Protein aggregation is responsible for several neuro-degenerative disorders including Alzheimer's disease, Parkinson's diseases etc. Therapeutic protein solutions also degrade mainly due to aggregation, which not only makes it difficult to store them at high concentrations for long periods of time but also reduces their biological activity. In order to counter aggregation, there have been efforts on various levels, which include substitution and chemical modification of protein, or controlling the protein environment using co-solutes. The exact mechanism by which these co-solutes inhibit aggregation is not clear. Selection of additives is therefore done using a heuristic, experimental screening procedure. In order to predict the effect of co-solutes on the free energy of protein aggregation and to elucidate the mechanism of their effect, a computational study is performed to calculate the free energy of association of small peptides with and without co-solutes. The process of aggregate formation is a complex process potentially involving a large number of order parameters.
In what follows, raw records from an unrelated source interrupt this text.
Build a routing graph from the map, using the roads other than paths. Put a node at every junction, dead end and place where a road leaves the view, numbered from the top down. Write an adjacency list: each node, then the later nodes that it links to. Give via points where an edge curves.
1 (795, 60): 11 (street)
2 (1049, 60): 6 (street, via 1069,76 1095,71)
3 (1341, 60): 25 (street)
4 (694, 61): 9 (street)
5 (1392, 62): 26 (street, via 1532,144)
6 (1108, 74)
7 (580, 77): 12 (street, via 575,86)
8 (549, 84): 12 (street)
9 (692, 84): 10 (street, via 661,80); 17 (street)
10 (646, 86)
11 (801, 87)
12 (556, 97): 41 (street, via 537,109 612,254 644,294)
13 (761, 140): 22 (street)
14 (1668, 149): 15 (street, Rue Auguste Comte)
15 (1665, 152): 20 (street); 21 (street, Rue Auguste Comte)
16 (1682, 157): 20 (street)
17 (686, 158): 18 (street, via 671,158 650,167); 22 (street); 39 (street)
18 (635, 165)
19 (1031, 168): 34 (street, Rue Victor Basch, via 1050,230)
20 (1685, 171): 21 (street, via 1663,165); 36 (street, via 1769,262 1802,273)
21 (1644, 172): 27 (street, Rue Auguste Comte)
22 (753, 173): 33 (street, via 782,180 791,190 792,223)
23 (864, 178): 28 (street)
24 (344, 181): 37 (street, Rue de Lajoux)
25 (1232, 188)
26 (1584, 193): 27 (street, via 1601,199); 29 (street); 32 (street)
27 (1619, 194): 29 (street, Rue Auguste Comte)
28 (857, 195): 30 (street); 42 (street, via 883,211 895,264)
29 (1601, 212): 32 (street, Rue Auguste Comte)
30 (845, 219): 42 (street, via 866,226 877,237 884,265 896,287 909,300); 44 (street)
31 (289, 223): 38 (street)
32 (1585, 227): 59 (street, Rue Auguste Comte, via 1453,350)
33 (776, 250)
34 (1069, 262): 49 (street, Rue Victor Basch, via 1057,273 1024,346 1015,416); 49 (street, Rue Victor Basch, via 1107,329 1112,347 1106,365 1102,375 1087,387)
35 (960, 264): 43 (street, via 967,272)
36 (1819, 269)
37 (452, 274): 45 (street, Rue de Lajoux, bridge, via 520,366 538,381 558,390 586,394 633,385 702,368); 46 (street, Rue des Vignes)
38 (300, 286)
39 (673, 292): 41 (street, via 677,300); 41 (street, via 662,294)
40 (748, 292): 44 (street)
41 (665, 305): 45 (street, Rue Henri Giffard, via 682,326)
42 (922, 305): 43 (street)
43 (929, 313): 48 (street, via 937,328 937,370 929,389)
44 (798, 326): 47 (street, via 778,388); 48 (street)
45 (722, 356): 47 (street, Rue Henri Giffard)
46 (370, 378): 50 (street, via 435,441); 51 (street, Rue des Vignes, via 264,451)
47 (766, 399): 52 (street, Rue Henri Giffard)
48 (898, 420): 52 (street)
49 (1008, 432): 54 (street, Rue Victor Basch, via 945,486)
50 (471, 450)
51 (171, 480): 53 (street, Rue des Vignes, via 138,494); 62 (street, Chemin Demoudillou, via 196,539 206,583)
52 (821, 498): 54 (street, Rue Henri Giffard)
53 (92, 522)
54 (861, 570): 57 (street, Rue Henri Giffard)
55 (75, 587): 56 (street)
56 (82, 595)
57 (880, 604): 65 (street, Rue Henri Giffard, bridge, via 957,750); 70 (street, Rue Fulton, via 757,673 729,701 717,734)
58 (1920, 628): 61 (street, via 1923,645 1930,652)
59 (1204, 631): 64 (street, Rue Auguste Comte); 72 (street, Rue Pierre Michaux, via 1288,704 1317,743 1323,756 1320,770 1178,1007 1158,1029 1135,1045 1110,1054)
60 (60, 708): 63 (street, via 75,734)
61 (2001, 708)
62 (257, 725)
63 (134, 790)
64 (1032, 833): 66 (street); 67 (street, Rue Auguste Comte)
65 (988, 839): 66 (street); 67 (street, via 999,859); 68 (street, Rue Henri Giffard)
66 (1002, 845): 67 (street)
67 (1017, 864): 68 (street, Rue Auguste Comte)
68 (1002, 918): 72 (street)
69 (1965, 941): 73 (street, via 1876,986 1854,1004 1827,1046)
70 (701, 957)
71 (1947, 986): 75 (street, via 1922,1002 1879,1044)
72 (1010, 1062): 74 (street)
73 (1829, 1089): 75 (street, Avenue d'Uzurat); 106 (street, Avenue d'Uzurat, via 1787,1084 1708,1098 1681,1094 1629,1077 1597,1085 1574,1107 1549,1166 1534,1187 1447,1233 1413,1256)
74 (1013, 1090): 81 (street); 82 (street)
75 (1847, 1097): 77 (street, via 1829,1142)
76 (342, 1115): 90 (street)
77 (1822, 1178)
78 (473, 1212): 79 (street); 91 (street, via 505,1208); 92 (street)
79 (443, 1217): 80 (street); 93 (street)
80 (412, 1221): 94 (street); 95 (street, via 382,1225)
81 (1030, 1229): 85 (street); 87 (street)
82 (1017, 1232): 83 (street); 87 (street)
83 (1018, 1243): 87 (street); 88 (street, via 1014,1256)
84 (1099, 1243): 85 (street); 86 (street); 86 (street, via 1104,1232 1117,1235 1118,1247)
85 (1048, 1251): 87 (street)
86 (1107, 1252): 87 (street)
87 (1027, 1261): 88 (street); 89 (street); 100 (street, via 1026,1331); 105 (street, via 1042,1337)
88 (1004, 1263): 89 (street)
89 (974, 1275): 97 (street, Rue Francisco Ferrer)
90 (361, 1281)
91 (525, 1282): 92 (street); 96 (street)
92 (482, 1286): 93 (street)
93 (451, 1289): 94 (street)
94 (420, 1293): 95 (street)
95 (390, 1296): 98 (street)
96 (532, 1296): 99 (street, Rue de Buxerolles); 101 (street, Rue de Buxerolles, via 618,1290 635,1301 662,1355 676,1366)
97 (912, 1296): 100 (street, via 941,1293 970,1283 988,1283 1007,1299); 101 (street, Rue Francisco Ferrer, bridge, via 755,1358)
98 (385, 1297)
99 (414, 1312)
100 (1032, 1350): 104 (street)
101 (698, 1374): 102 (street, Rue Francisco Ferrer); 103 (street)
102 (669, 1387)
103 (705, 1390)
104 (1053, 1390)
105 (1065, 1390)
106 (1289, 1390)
The key order parameters are identified using the MD trajectories between the initial and the final states of the process. These trajectories are generated by heating the system at 1000 K while applying restraints on the fibril. The initial trajectories are also generated using the Temperature accelerated molecular dynamics (TAMD) technique. These trajectories serve as the initial trajectory for the string method in collective variables, which is used to obtain the minimum free energy pathways.